▶ Task brief
Return, exactly as written, all lines from the line containing "Task: Describe the" to the end of the entries below, with both ends included.

▶ Provided records

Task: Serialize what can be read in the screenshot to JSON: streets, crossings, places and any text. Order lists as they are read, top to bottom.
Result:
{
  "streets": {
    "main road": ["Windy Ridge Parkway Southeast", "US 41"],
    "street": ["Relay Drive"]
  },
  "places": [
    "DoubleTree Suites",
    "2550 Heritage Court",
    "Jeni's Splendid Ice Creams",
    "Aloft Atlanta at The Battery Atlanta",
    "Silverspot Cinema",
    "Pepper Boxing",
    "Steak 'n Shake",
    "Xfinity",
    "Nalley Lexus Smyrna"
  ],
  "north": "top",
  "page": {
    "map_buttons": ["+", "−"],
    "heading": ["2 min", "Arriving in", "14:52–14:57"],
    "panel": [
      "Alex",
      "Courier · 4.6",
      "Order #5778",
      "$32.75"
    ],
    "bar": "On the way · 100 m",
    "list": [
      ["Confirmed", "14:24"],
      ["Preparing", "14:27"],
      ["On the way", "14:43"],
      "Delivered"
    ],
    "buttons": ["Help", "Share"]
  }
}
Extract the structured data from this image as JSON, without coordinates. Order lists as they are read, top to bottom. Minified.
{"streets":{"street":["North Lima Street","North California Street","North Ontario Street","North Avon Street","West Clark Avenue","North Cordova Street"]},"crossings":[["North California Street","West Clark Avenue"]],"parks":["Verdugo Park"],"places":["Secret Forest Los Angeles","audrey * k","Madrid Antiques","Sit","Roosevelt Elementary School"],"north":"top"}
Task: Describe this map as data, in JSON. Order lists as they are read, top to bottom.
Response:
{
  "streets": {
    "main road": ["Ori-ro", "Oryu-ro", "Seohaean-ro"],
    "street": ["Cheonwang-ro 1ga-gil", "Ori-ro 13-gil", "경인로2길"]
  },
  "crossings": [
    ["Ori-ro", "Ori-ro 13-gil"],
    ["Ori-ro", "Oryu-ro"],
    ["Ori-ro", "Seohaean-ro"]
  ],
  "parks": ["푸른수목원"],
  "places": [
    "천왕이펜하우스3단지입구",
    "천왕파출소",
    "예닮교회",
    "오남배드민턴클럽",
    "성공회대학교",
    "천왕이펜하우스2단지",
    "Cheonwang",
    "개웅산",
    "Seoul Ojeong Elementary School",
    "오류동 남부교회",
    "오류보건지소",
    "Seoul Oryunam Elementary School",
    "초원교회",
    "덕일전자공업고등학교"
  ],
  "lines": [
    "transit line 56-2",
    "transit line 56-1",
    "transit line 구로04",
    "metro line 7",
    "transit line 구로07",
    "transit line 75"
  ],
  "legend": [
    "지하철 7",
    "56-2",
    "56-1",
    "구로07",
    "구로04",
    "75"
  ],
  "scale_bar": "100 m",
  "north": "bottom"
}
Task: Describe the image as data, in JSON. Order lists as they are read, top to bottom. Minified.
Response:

▶ Exercise response
Task: Describe the image as data, in JSON. Order lists as they are read, top to bottom. Minified.
Response:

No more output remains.